Friday, August 12, 2011

TAKEN.

A Moment of Clarity.


Words.


"Has market turmoil left you feeling afraid? Well, it should. Clearly, the economic crisis that began in 2008 is by no means over.

But there’s another emotion you should feel: anger. For what we’re seeing now is what happens when influential people exploit a crisis rather than try to solve it.

...the fact is that right now the economy desperately needs a short-run fix. When you’re bleeding profusely from an open wound, you want a doctor who binds that wound up, not a doctor who lectures you on the importance of maintaining a healthy lifestyle as you get older. When millions of willing and able workers are unemployed, and economic potential is going to waste to the tune of almost $1 trillion a year, you want policy makers who work on a fast recovery, not people who lecture you on the need for long-run fiscal sustainability.
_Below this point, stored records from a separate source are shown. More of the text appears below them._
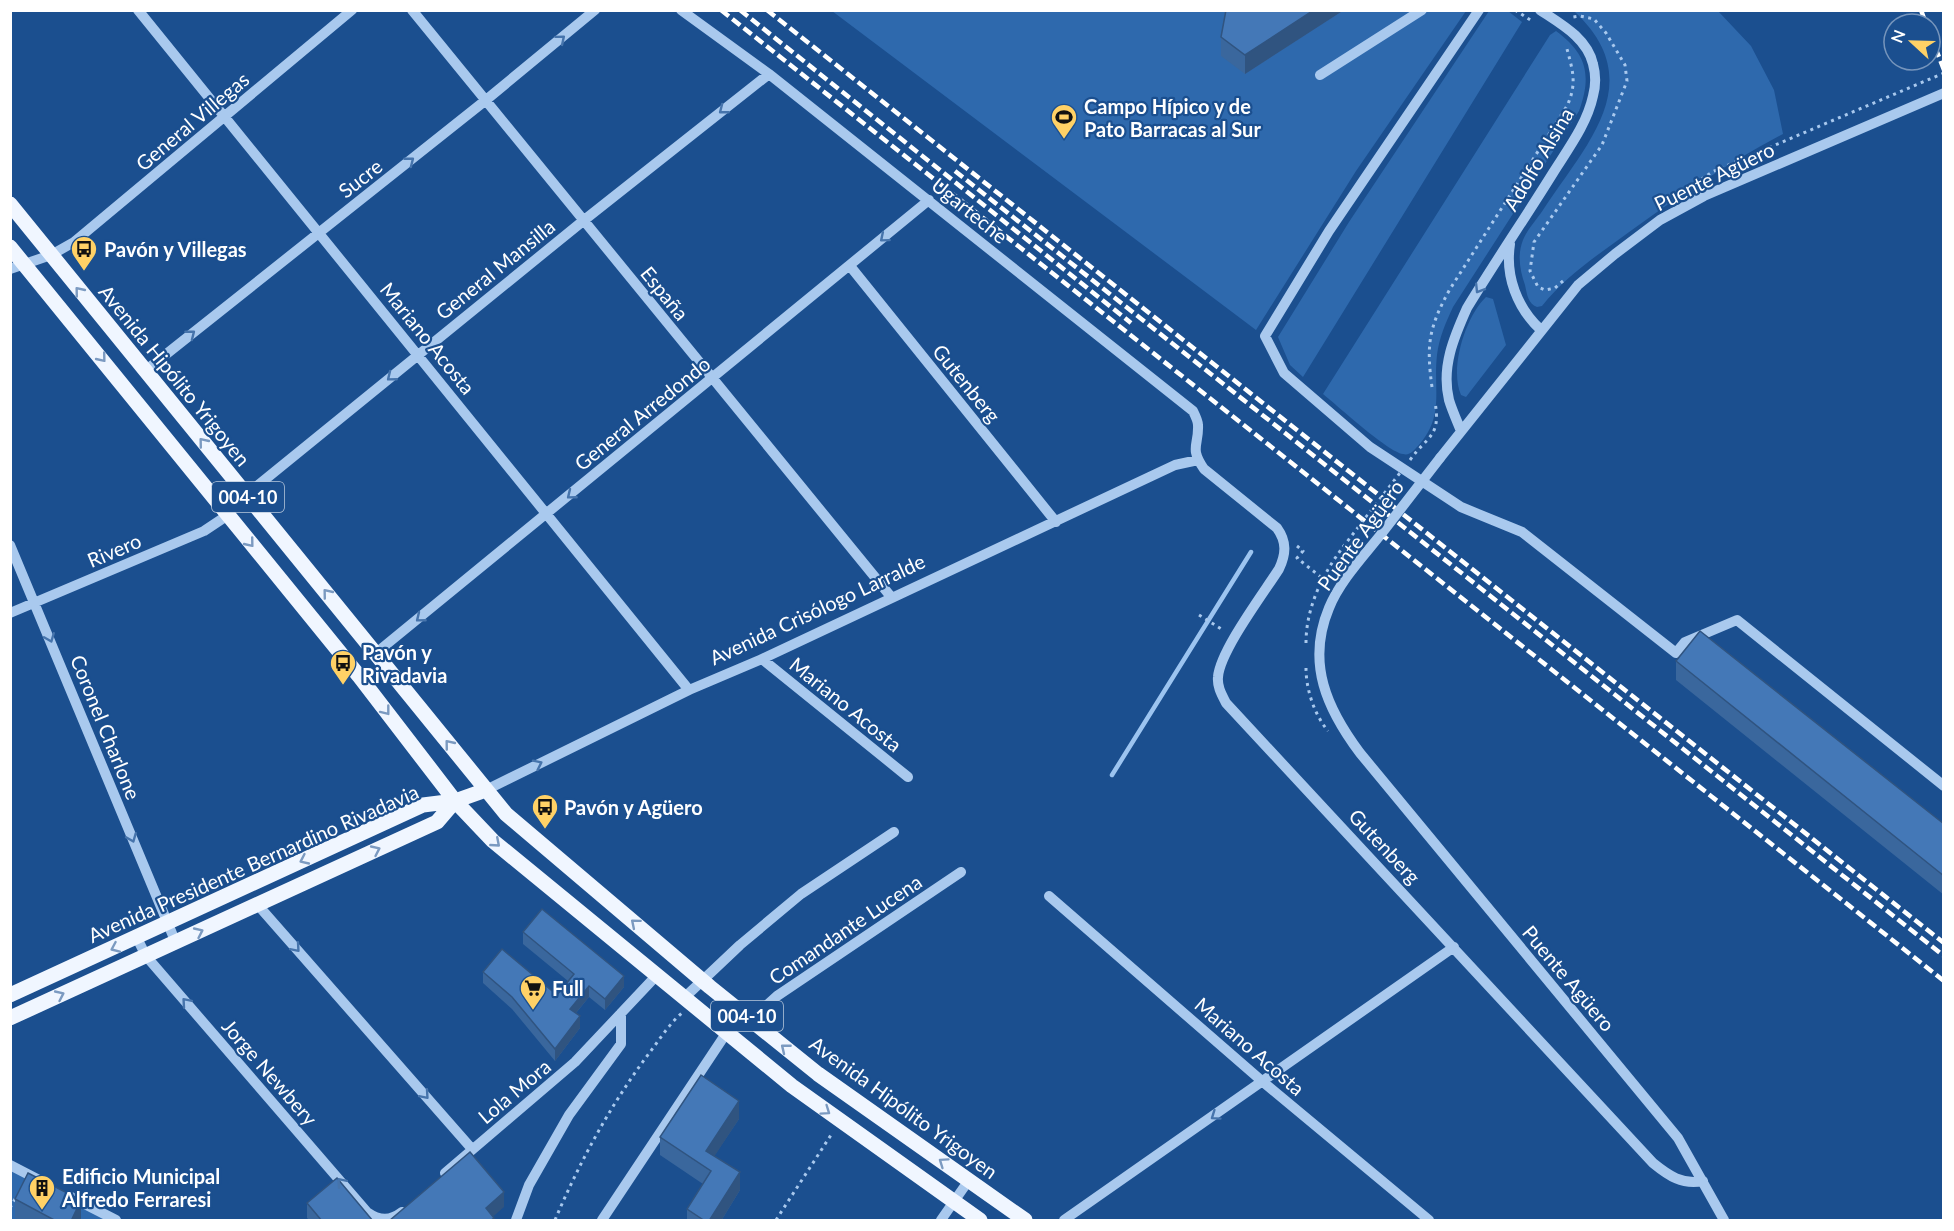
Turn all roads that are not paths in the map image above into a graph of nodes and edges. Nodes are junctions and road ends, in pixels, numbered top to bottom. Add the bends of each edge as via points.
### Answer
1 (138, 10) edge
2 (352, 10) edge
3 (412, 10) edge
4 (595, 10) edge
5 (681, 10) edge
6 (1422, 10) edge
7 (1479, 10) edge
8 (1540, 10) edge
9 (769, 74) junction
10 (1320, 75) dead end
11 (1944, 93) edge
12 (486, 100) junction
13 (225, 117) junction
14 (928, 200) junction
15 (10, 204) edge
16 (583, 220) junction
17 (319, 233) junction
18 (1511, 240) junction
19 (10, 247) edge
20 (51, 255) junction
21 (18, 266) edge
22 (850, 266) junction
23 (1541, 330) junction
24 (418, 354) junction
25 (145, 371) junction
26 (712, 379) junction
27 (1461, 431) junction
28 (1198, 460) junction
29 (246, 495) junction
30 (228, 515) junction
31 (546, 515) junction
32 (1056, 522) junction
33 (10, 545) edge
34 (892, 598) junction
35 (35, 603) junction
36 (10, 613) edge
37 (376, 653) junction
38 (762, 659) junction
39 (689, 690) junction
40 (908, 777) dead end
41 (1944, 786) edge
42 (486, 790) junction
43 (455, 801) junction
44 (894, 832) dead end
45 (961, 872) dead end
46 (1049, 896) dead end
47 (258, 904) junction
48 (168, 923) junction
49 (137, 938) junction
50 (176, 943) junction
51 (1454, 947) junction
52 (146, 956) junction
53 (657, 975) junction
54 (703, 980) junction
55 (10, 996) edge
56 (689, 1000) junction
57 (621, 1013) junction
58 (10, 1018) edge
59 (754, 1022) junction
60 (727, 1032) junction
61 (1263, 1082) junction
62 (472, 1149) junction
63 (10, 1165) edge
64 (440, 1178) edge
65 (969, 1180) junction
66 (1703, 1181) junction
67 (953, 1201) junction
68 (407, 1207) edge
69 (383, 1220) edge
70 (116, 1221) edge
71 (516, 1221) edge
72 (602, 1221) edge
73 (940, 1221) edge
74 (980, 1221) edge
75 (1025, 1221) edge
76 (1064, 1221) edge
77 (1429, 1221) edge
78 (1724, 1221) edge

1 - 13 street, Mariano Acosta
2 - 13 street, General Villegas
3 - 12 street, España
12 -> 4 street, Sucre
5 - 9 street, Ugarteche
6 - 10 street
7 - 41 street via 1329,231 1266,336 1284,373 1370,447 1461,507 1522,532 1676,653 1685,642 1737,620
8 - 18 street, Adolfo Alsina via 1580,39 1589,51 1596,79 1579,131
9 - 14 street, Ugarteche
9 -> 16 street, General Mansilla
11 - 23 street, Puente Agüero via 1704,196 1660,220 1578,285
12 - 16 street, España
17 -> 12 street, Sucre
13 - 17 street, Mariano Acosta
13 - 20 street, General Villegas via 74,242
14 -> 22 street, General Arredondo
14 - 28 street, Ugarteche via 1193,411 1199,424 1194,447
15 - 20 main road, Avenida Hipólito Yrigoyen / 004-10
16 - 24 street, General Mansilla
16 - 26 street, España
17 - 24 street, Mariano Acosta
25 -> 17 street, Sucre
18 - 23 street, Adolfo Alsina via 1508,256 1512,285 1530,320
18 -> 27 street, Adolfo Alsina via 1467,308 1454,337 1446,383
19 - 21 main road, 004-10
20 - 21 street, General Villegas
25 -> 20 main road, Avenida Hipólito Yrigoyen / 004-10
21 -> 30 main road, 004-10
22 - 26 street, General Arredondo
22 - 32 street, Gutenberg
23 - 27 street, Puente Agüero
24 -> 29 street, General Mansilla
24 - 31 street, Mariano Acosta
29 -> 25 main road, Avenida Hipólito Yrigoyen / 004-10
26 -> 31 street, General Arredondo
26 - 34 street, España
27 - 66 street, Puente Agüero, bridge via 1346,579 1329,607 1322,629 1322,684 1344,731 1678,1138
28 - 32 street, Avenida Crisólogo Larralde via 1175,465
28 - 51 street, Gutenberg via 1203,469 1277,528 1285,557 1221,660 1217,680 1220,692 1226,703
37 -> 29 main road, Avenida Hipólito Yrigoyen / 004-10
30 - 35 street, Rivero via 204,531
30 -> 43 main road, 004-10
31 -> 37 street, General Arredondo
31 - 39 street, Mariano Acosta
32 - 34 street, Avenida Crisólogo Larralde
33 - 35 street, Coronel Charlone
34 - 38 street, Avenida Crisólogo Larralde
35 - 36 street, Rivero
35 -> 48 street, Coronel Charlone
42 -> 37 main road, Avenida Hipólito Yrigoyen / 004-10
38 - 39 street, Avenida Crisólogo Larralde
38 - 40 street, Mariano Acosta
42 -> 39 street, Avenida Crisólogo Larralde
42 - 43 main road, Avenida Crisólogo Larralde
54 -> 42 main road, Avenida Hipólito Yrigoyen / 004-10 via 506,814
47 -> 43 main road, Avenida Presidente Bernardino Rivadavia via 437,822
43 -> 48 main road, Avenida Presidente Bernardino Rivadavia via 423,805
43 -> 53 main road, 004-10 via 493,841
44 - 54 street via 801,894
45 - 59 street, Comandante Lucena via 777,996
46 - 61 street, Mariano Acosta
50 -> 47 main road, Avenida Presidente Bernardino Rivadavia
47 -> 62 street
48 - 49 main road, Avenida Presidente Bernardino Rivadavia
48 - 50 street, Coronel Charlone
49 - 52 street, Jorge Newbery
49 -> 55 main road, Avenida Presidente Bernardino Rivadavia
50 - 52 main road, Avenida Presidente Bernardino Rivadavia
51 - 61 street
51 - 66 street, Gutenberg via 1653,1163 1682,1182
58 -> 52 main road, Avenida Presidente Bernardino Rivadavia
69 -> 52 street, Jorge Newbery via 367,1212
53 - 56 main road, 004-10
53 - 57 street, Lola Mora
54 - 56 street
54 - 59 main road, Avenida Hipólito Yrigoyen / 004-10
56 - 60 main road, 004-10
57 - 62 street, Lola Mora via 575,1062
57 - 71 street via 621,1044 569,1114 529,1185
65 -> 59 main road, Avenida Hipólito Yrigoyen / 004-10 via 818,1074
60 -> 67 main road, 004-10 via 821,1107
60 - 72 street
61 -> 76 street
61 - 77 street, Mariano Acosta
62 - 64 street, Lola Mora
63 - 70 street
65 - 67 street
65 - 75 main road, Avenida Hipólito Yrigoyen / 004-10
66 - 78 street
67 - 73 street
67 - 74 main road, 004-10
68 - 69 street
Unfortunately, giving lectures on long-run fiscal sustainability is a fashionable Washington pastime; it’s what people who want to sound serious do to demonstrate their seriousness. So when the crisis struck and led to big budget deficits — because that’s what happens when the economy shrinks and revenue plunges — many members of our policy elite were all too eager to seize on those deficits as an excuse to change the subject from jobs to their favorite hobbyhorse. And the economy continued to bleed.

What would a real response to our problems involve? First of all, it would involve more, not less, government spending for the time being — with mass unemployment and incredibly low borrowing costs, we should be rebuilding our schools, our roads, our water systems and more. It would involve aggressive moves to reduce household debt via mortgage forgiveness and refinancing. And it would involve an all-out effort by the Federal Reserve to get the economy moving, with the deliberate goal of generating higher inflation to help alleviate debt problems.

The usual suspects will, of course, denounce such ideas as irresponsible. But you know what’s really irresponsible? Hijacking the debate over a crisis to push for the same things you were advocating before the crisis, and letting the economy continue to bleed."